Scan the entries below line by line and state how many lines contain the string "قالا", giving only the number.
····················
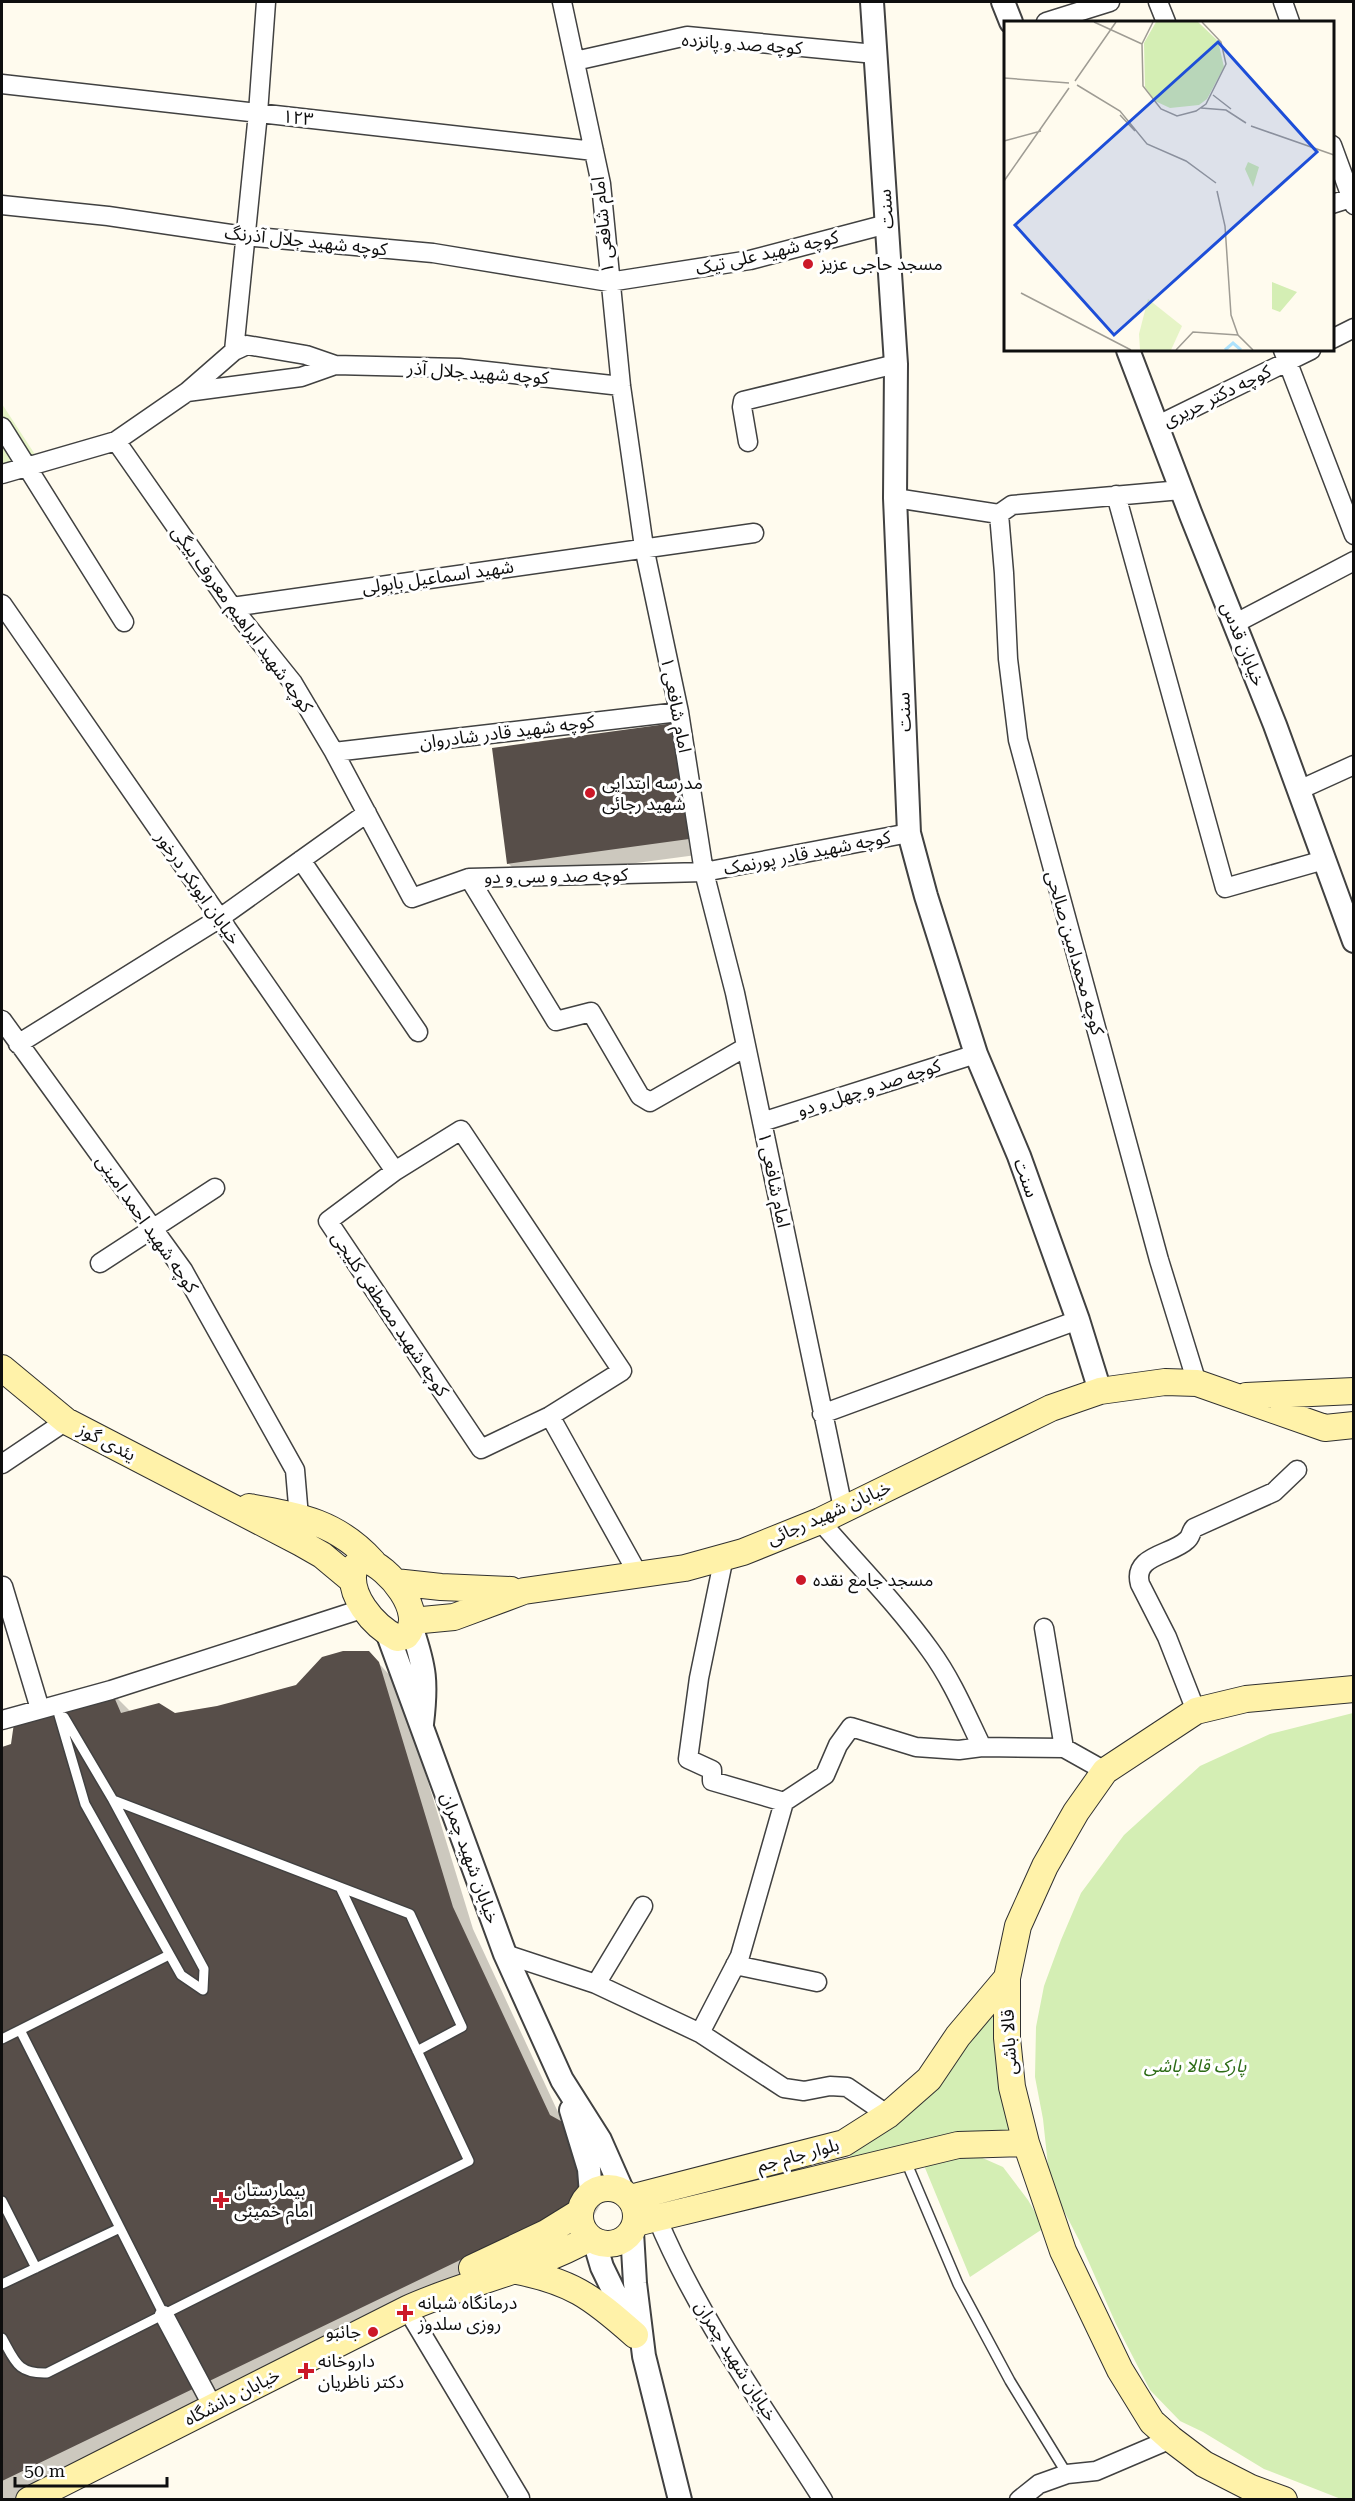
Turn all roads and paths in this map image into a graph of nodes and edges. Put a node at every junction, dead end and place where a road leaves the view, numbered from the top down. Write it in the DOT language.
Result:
graph roads {
  1 [pos="266,2"];
  2 [pos="562,2"];
  3 [pos="872,2"];
  4 [pos="1003,2"];
  5 [pos="1110,2"];
  6 [pos="1158,2"];
  7 [pos="1283,2"];
  8 [pos="1011,21"];
  9 [pos="1049,21"];
  10 [pos="1166,21"];
  11 [pos="1290,21"];
  12 [pos="875,54"];
  13 [pos="575,61"];
  14 [pos="2,84"];
  15 [pos="258,113"];
  16 [pos="594,151"];
  17 [pos="1334,151"];
  18 [pos="1352,201"];
  19 [pos="1334,204"];
  20 [pos="2,205"];
  21 [pos="887,224"];
  22 [pos="244,236"];
  23 [pos="609,282"];
  24 [pos="1353,328"];
  25 [pos="1334,338"];
  26 [pos="234,351"];
  27 [pos="1128,351"];
  28 [pos="1306,351"];
  29 [pos="1285,355"];
  30 [pos="896,364"];
  31 [pos="335,365"];
  32 [pos="621,386"];
  33 [pos="187,392"];
  34 [pos="1156,426"];
  35 [pos="2,427"];
  36 [pos="116,441"];
  37 [pos="748,442"];
  38 [pos="27,466"];
  39 [pos="2,474"];
  40 [pos="1181,490"];
  41 [pos="1116,495"];
  42 [pos="895,498"];
  43 [pos="999,514"];
  44 [pos="754,533"];
  45 [pos="1353,535"];
  46 [pos="644,547"];
  47 [pos="1353,561"];
  48 [pos="2,604"];
  49 [pos="232,607"];
  50 [pos="124,622"];
  51 [pos="1234,624"];
  52 [pos="679,712"];
  53 [pos="334,752"];
  54 [pos="1353,765"];
  55 [pos="1299,789"];
  56 [pos="367,813"];
  57 [pos="909,833"];
  58 [pos="302,860"];
  59 [pos="1324,860"];
  60 [pos="704,872"];
  61 [pos="469,878"];
  62 [pos="412,898"];
  63 [pos="220,918"];
  64 [pos="1353,940"];
  65 [pos="2,1020"];
  66 [pos="418,1032"];
  67 [pos="18,1044"];
  68 [pos="746,1047"];
  69 [pos="976,1054"];
  70 [pos="762,1122"];
  71 [pos="395,1171"];
  72 [pos="215,1188"];
  73 [pos="152,1229"];
  74 [pos="100,1263"];
  75 [pos="1078,1320"];
  76 [pos="2,1368"];
  77 [pos="1197,1383"];
  78 [pos="1100,1391"];
  79 [pos="1328,1391"];
  80 [pos="1353,1391"];
  81 [pos="1234,1396"];
  82 [pos="822,1414"];
  83 [pos="550,1416"];
  84 [pos="66,1421"];
  85 [pos="1353,1425"];
  86 [pos="1325,1428"];
  87 [pos="1353,1439"];
  88 [pos="2,1464"];
  89 [pos="1297,1470"];
  90 [pos="222,1503"];
  91 [pos="843,1508"];
  92 [pos="299,1517"];
  93 [pos="820,1521"];
  94 [pos="724,1557"];
  95 [pos="373,1562"];
  96 [pos="638,1574"];
  97 [pos="352,1581"];
  98 [pos="395,1582"];
  99 [pos="3,1586"];
  100 [pos="524,1591"];
  101 [pos="365,1608"];
  102 [pos="404,1627"];
  103 [pos="1044,1628"];
  104 [pos="1353,1689"];
  105 [pos="48,1707"];
  106 [pos="1196,1711"];
  107 [pos="2,1720"];
  108 [pos="982,1747"];
  109 [pos="1064,1748"];
  110 [pos="1105,1771"];
  111 [pos="113,1800"];
  112 [pos="784,1802"];
  113 [pos="341,1889"];
  114 [pos="643,1906"];
  115 [pos="505,1953"];
  116 [pos="169,1955"];
  117 [pos="735,1965"];
  118 [pos="1007,1978"];
  119 [pos="818,1982"];
  120 [pos="596,1984"];
  121 [pos="20,2030"];
  122 [pos="700,2033"];
  123 [pos="2,2039"];
  124 [pos="417,2051"];
  125 [pos="562,2080"];
  126 [pos="888,2115"];
  127 [pos="1026,2143"];
  128 [pos="904,2156"];
  129 [pos="627,2195"];
  130 [pos="2,2201"];
  131 [pos="586,2203"];
  132 [pos="642,2224"];
  133 [pos="120,2228"];
  134 [pos="592,2239"];
  135 [pos="36,2268"];
  136 [pos="512,2270"];
  137 [pos="2,2284"];
  138 [pos="436,2296"];
  139 [pos="407,2309"];
  140 [pos="164,2315"];
  141 [pos="2,2338"];
  142 [pos="640,2346"];
  143 [pos="213,2407"];
  144 [pos="1171,2439"];
  145 [pos="1067,2474"];
  146 [pos="66,2490"];
  147 [pos="29,2499"];
  148 [pos="518,2499"];
  149 [pos="680,2499"];
  150 [pos="824,2499"];
  151 [pos="1018,2499"];
  152 [pos="1284,2499"];
  1 -- 15 [label="street"];
  2 -- 13 [label="street, امام شافعی ۱"];
  3 -- 12 [label="street, سنت"];
  4 -- 8 [label="street"];
  5 -- 9 [label="street"];
  6 -- 10 [label="street"];
  7 -- 11 [label="street"];
  12 -- 13 [label="street, کوچه صد و پانزده"];
  12 -- 21 [label="street, سنت"];
  13 -- 16 [label="street, امام شافعی ۱"];
  14 -- 15 [label="street, ۱۲۳"];
  15 -- 16 [label="street, ۱۲۳"];
  15 -- 22 [label="street"];
  16 -- 23 [label="street, امام شافعی ۱"];
  17 -- 18 [label="street"];
  18 -- 19 [label="street"];
  20 -- 22 [label="street, کوچه شهید جلال آذرنگ"];
  21 -- 23 [label="street, کوچه شهید علی تیک"];
  21 -- 30 [label="street, سنت"];
  22 -- 23 [label="street, کوچه شهید جلال آذرنگ"];
  22 -- 26 [label="street"];
  23 -- 32 [label="street, امام شافعی ۱"];
  24 -- 25 [label="street"];
  26 -- 31 [label="street"];
  26 -- 33 [label="street"];
  27 -- 34 [label="street, خیابان قدس"];
  28 -- 29 [label="street, کوچه دکتر حریری"];
  29 -- 34 [label="street, کوچه دکتر حریری"];
  29 -- 45 [label="street"];
  30 -- 37 [label="street"];
  30 -- 42 [label="street, سنت"];
  31 -- 32 [label="street, کوچه شهید جلال آذر"];
  31 -- 33 [label="street"];
  32 -- 46 [label="street, امام شافعی ۱"];
  33 -- 36 [label="street"];
  34 -- 40 [label="street, خیابان قدس"];
  35 -- 38 [label="street"];
  36 -- 38 [label="street"];
  36 -- 49 [label="street, کوچه شهید ابراهیم معروف بیگی"];
  38 -- 39 [label="street"];
  38 -- 50 [label="street"];
  40 -- 41 [label="street"];
  40 -- 51 [label="street, خیابان قدس"];
  41 -- 43 [label="street"];
  41 -- 59 [label="street"];
  42 -- 43 [label="street"];
  42 -- 57 [label="street, سنت"];
  43 -- 77 [label="street, کوچه محمدامین صالحی"];
  44 -- 46 [label="street, شهید اسماعیل بابولی"];
  46 -- 49 [label="street, شهید اسماعیل بابولی"];
  46 -- 52 [label="street, امام شافعی ۱"];
  47 -- 51 [label="street"];
  48 -- 63 [label="street, خیابان ابوبکر درخور"];
  49 -- 53 [label="street, کوچه شهید ابراهیم معروف بیگی"];
  51 -- 55 [label="street, خیابان قدس"];
  52 -- 53 [label="street, کوچه شهید قادر شادروان"];
  52 -- 60 [label="street, امام شافعی ۱"];
  53 -- 56 [label="street, کوچه شهید ابراهیم معروف بیگی"];
  54 -- 55 [label="street"];
  55 -- 59 [label="street, خیابان قدس"];
  56 -- 58 [label="street"];
  56 -- 62 [label="street, کوچه شهید ابراهیم معروف بیگی"];
  57 -- 60 [label="street, کوچه شهید قادر پورنمک"];
  57 -- 69 [label="street, سنت"];
  58 -- 63 [label="street"];
  58 -- 66 [label="street"];
  59 -- 64 [label="street, خیابان قدس"];
  60 -- 61 [label="street, کوچه صد و سی و دو"];
  60 -- 68 [label="street, امام شافعی ۱"];
  61 -- 62 [label="street, کوچه صد و سی و دو"];
  61 -- 68 [label="street"];
  63 -- 67 [label="street"];
  63 -- 71 [label="street, خیابان ابوبکر درخور"];
  65 -- 67 [label="street, کوچه شهید احمد امینی"];
  67 -- 73 [label="street, کوچه شهید احمد امینی"];
  68 -- 70 [label="street, امام شافعی ۱"];
  69 -- 70 [label="street, کوچه صد و چهل و دو"];
  69 -- 75 [label="street, سنت"];
  70 -- 82 [label="street, امام شافعی ۱"];
  71 -- 83 [label="street, کوچه شهید مصطفی کلیجی"];
  71 -- 83 [label="street, کوچه شهید مصطفی کلیجی"];
  72 -- 73 [label="street"];
  73 -- 74 [label="street"];
  73 -- 92 [label="street, کوچه شهید احمد امینی"];
  75 -- 78 [label="street, سنت"];
  75 -- 82 [label="street"];
  76 -- 84 [label="main road, یئدی گوز"];
  77 -- 78 [label="main road, خیابان شهید رجائی"];
  77 -- 81 [label="main road, خیابان شهید رجائی"];
  78 -- 91 [label="main road, خیابان شهید رجائی"];
  79 -- 80 [label="main road, خیابان شهید رجائی"];
  79 -- 81 [label="main road, خیابان شهید رجائی"];
  79 -- 86 [label="main road"];
  81 -- 86 [label="main road, خیابان شهید رجائی"];
  82 -- 91 [label="street, امام شافعی ۱"];
  83 -- 96 [label="street"];
  84 -- 88 [label="street"];
  84 -- 90 [label="main road, یئدی گوز"];
  85 -- 86 [label="main road, خیابان شهید رجائی"];
  86 -- 87 [label="street"];
  89 -- 106 [label="street"];
  90 -- 92 [label="main road"];
  90 -- 97 [label="main road, یئدی گوز"];
  91 -- 93 [label="main road, خیابان شهید رجائی"];
  92 -- 95 [label="main road"];
  93 -- 94 [label="main road, خیابان شهید رجائی"];
  93 -- 108 [label="street"];
  94 -- 96 [label="main road, خیابان شهید رجائی"];
  94 -- 112 [label="street"];
  95 -- 97 [label="main road"];
  95 -- 98 [label="main road"];
  96 -- 100 [label="main road, خیابان شهید رجائی"];
  97 -- 101 [label="main road"];
  98 -- 100 [label="main road"];
  98 -- 102 [label="main road"];
  99 -- 105 [label="street"];
  100 -- 102 [label="main road, خیابان شهید رجائی"];
  101 -- 102 [label="main road"];
  101 -- 105 [label="street"];
  102 -- 115 [label="street, خیابان شهید چمران"];
  103 -- 109 [label="street"];
  104 -- 106 [label="main road, قالا باشی"];
  105 -- 107 [label="street"];
  105 -- 111 [label="lane"];
  105 -- 116 [label="lane"];
  106 -- 110 [label="main road, قالا باشی"];
  108 -- 109 [label="street"];
  108 -- 112 [label="street"];
  109 -- 110 [label="street"];
  110 -- 118 [label="main road, قالا باشی"];
  111 -- 113 [label="lane"];
  111 -- 116 [label="lane"];
  112 -- 117 [label="street"];
  113 -- 124 [label="lane"];
  113 -- 124 [label="lane"];
  114 -- 120 [label="street"];
  115 -- 120 [label="street"];
  115 -- 125 [label="street, خیابان شهید چمران"];
  116 -- 121 [label="lane"];
  117 -- 119 [label="street"];
  117 -- 122 [label="street"];
  118 -- 126 [label="main road, بلوار جام جم"];
  118 -- 127 [label="main road, قالا باشی"];
  120 -- 122 [label="street"];
  121 -- 123 [label="lane"];
  121 -- 133 [label="lane"];
  122 -- 126 [label="street"];
  124 -- 140 [label="lane"];
  125 -- 129 [label="street, خیابان شهید چمران"];
  125 -- 131 [label="street, خیابان شهید چمران"];
  126 -- 129 [label="main road, بلوار جام جم"];
  127 -- 128 [label="main road, بلوار جام جم"];
  127 -- 144 [label="main road, قالا باشی"];
  128 -- 132 [label="main road, بلوار جام جم"];
  128 -- 145 [label="lane"];
  129 -- 131 [label="main road"];
  129 -- 132 [label="main road"];
  130 -- 135 [label="lane"];
  131 -- 134 [label="main road"];
  131 -- 138 [label="main road, خیابان دانشگاه"];
  132 -- 134 [label="main road"];
  132 -- 142 [label="street"];
  132 -- 150 [label="street, خیابان شهید چمران"];
  133 -- 135 [label="lane"];
  133 -- 140 [label="lane"];
  134 -- 136 [label="main road, خیابان دانشگاه"];
  134 -- 142 [label="street"];
  135 -- 137 [label="lane"];
  136 -- 138 [label="main road, خیابان دانشگاه"];
  136 -- 142 [label="main road"];
  138 -- 139 [label="main road, خیابان دانشگاه"];
  139 -- 143 [label="main road, خیابان دانشگاه"];
  139 -- 148 [label="street"];
  140 -- 141 [label="lane"];
  140 -- 143 [label="street"];
  142 -- 149 [label="street"];
  143 -- 146 [label="main road, خیابان دانشگاه"];
  144 -- 145 [label="street"];
  144 -- 152 [label="main road, قالا باشی"];
  145 -- 151 [label="street"];
  146 -- 147 [label="main road, خیابان دانشگاه"];
}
····················
WRITTEN RESPONSE: 6